Frère Gros-Jean était vieux ; survint la Mort qui lui dit :

— Tu n’as plus que trois heures à vivre.

— Quand tu voudras de moi, répondit Gros-Jean, viens m’avertir une demi-heure d’avance.

Revint la Mort qui lui dit :

— Me voilà, tu es un homme fini.

Le moine alors s’écria solennellement :

— Au nom de frère Gros-Jean, que la Mort entre dans ma besace ! Puis il alla chez la boulangère :

— Commère, voici mon sac ; pendez-le à la cheminée jusqu’à mon retour.

Pendant quarante ans il ne mourut plus personne. Les quarante ans passés, Gros-Jean alla chercher sa besace pour libérer la Mort et mourir, car il était plus que vieux et ne se tenait plus sur ses pieds.
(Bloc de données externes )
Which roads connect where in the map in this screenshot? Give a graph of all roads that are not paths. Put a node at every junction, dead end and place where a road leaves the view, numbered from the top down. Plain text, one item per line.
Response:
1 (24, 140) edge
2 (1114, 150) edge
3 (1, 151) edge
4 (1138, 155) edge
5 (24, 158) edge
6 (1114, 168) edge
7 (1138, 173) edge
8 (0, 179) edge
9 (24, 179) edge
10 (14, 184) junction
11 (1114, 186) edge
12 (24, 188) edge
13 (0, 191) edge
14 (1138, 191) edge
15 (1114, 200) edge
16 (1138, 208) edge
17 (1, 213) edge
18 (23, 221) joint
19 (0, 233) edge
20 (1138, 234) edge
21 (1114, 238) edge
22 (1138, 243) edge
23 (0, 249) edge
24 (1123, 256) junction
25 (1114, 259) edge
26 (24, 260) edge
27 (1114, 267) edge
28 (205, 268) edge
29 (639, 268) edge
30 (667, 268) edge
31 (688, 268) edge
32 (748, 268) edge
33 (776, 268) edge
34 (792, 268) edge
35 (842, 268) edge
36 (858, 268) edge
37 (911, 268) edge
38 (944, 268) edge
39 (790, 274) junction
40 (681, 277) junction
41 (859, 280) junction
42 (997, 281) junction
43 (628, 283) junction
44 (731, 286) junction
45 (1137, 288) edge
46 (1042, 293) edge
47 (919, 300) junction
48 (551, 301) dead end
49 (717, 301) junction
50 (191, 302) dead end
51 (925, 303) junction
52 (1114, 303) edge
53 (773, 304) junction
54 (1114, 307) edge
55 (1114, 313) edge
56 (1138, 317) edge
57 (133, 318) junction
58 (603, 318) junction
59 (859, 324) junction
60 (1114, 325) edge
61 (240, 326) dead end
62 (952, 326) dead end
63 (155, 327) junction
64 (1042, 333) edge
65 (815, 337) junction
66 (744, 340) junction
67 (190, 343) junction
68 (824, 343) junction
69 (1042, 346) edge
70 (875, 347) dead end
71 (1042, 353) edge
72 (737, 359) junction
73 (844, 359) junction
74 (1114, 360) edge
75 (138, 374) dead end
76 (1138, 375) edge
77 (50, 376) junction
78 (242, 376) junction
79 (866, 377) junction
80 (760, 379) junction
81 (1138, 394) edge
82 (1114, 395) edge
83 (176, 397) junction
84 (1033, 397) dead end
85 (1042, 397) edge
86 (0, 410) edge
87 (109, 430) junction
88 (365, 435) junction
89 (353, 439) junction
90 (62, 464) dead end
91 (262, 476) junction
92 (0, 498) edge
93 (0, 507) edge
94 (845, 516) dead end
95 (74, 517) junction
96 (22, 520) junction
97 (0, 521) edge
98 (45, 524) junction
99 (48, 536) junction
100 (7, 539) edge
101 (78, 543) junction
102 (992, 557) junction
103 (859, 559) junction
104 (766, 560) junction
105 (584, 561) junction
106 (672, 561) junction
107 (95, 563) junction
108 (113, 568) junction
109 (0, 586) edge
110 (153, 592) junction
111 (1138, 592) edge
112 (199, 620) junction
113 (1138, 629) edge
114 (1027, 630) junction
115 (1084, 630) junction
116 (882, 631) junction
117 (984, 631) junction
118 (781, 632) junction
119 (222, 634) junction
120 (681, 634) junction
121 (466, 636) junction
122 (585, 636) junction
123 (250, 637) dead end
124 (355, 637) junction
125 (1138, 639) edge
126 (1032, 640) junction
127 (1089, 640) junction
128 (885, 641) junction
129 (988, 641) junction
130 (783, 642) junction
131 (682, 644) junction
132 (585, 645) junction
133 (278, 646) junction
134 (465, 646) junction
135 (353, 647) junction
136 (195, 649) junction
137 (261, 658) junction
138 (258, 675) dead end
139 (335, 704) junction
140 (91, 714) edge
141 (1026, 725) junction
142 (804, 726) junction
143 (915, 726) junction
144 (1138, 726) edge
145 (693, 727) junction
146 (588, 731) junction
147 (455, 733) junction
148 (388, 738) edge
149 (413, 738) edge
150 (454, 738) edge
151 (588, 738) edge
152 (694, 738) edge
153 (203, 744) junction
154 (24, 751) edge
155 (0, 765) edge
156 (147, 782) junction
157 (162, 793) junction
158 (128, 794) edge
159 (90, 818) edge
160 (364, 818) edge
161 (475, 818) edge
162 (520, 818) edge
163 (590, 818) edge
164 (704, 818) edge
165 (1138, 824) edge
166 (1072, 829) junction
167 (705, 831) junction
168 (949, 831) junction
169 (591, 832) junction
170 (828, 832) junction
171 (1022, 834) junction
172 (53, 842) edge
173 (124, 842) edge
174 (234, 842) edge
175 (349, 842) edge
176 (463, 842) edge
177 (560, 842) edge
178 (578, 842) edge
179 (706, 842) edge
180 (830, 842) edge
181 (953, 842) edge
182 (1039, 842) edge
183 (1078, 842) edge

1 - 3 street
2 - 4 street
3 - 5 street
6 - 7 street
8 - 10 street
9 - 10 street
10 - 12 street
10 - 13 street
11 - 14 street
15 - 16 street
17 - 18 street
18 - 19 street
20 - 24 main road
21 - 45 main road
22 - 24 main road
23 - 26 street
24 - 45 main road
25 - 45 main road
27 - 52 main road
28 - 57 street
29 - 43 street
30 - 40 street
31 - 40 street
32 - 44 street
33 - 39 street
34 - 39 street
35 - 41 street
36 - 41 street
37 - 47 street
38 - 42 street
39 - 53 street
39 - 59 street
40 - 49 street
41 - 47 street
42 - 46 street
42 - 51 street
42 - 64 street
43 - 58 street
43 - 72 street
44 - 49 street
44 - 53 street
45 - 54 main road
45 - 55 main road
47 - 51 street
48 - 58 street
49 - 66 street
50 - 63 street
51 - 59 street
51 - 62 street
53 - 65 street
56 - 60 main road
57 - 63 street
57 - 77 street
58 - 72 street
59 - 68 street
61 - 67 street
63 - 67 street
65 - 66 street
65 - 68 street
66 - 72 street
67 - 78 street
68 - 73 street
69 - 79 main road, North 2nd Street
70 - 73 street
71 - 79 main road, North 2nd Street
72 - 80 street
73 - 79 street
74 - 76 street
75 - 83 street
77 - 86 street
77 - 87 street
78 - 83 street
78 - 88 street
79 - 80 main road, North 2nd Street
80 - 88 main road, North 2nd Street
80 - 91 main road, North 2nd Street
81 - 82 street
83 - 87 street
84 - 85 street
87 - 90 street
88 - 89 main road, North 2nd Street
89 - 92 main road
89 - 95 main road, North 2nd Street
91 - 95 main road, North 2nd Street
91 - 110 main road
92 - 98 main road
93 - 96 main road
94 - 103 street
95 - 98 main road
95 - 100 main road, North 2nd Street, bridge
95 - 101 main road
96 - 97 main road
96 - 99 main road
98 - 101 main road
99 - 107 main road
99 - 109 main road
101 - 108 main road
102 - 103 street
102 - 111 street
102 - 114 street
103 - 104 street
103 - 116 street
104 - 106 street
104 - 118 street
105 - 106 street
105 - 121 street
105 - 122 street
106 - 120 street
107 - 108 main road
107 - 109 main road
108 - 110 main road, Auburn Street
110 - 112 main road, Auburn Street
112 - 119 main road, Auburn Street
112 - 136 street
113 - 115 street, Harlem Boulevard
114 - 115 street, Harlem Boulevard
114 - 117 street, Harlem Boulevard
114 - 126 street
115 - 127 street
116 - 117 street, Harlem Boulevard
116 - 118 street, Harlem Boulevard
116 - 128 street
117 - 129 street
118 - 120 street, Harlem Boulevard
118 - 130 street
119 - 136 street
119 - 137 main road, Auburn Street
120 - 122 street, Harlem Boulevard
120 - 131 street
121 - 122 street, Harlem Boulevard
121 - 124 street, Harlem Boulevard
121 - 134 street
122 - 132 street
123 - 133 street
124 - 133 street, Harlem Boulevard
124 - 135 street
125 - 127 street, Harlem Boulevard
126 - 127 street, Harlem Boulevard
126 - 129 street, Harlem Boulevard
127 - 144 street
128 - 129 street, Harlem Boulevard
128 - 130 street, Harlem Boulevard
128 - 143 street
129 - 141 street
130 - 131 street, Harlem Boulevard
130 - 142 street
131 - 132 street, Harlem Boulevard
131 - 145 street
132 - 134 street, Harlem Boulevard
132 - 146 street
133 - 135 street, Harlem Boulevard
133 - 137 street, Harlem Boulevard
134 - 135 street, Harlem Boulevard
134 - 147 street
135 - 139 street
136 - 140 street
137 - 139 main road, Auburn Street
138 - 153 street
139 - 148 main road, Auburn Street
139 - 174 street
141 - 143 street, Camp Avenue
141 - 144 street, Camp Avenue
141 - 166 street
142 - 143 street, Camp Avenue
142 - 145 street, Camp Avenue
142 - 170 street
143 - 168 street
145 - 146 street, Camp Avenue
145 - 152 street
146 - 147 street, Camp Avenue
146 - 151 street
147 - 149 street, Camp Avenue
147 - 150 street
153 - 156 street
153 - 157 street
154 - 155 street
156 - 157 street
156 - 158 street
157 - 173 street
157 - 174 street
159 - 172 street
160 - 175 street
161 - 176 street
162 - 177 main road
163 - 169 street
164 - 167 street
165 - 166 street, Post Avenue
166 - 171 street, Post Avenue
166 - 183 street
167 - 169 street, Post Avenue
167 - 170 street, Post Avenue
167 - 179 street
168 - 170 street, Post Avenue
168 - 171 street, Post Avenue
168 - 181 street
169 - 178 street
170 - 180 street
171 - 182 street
La Mort sortit et prit Gros-Jean d’abord, puis tous ceux qui depuis quarante ans auraient dû mourir. Le moine alla frapper à la porte du paradis, mais saint Pierre lui cria :

— Il n’y a pas de place ici pour toi.

— Où dois-je donc aller ?

— Dans le purgatoire.

Gros-Jean va frapper à la porte du purgatoire, mais là aussi on lui crie :

— Il n’y a pas de place pour toi.

— Où dois-je donc aller ?

— Dans l’enfer.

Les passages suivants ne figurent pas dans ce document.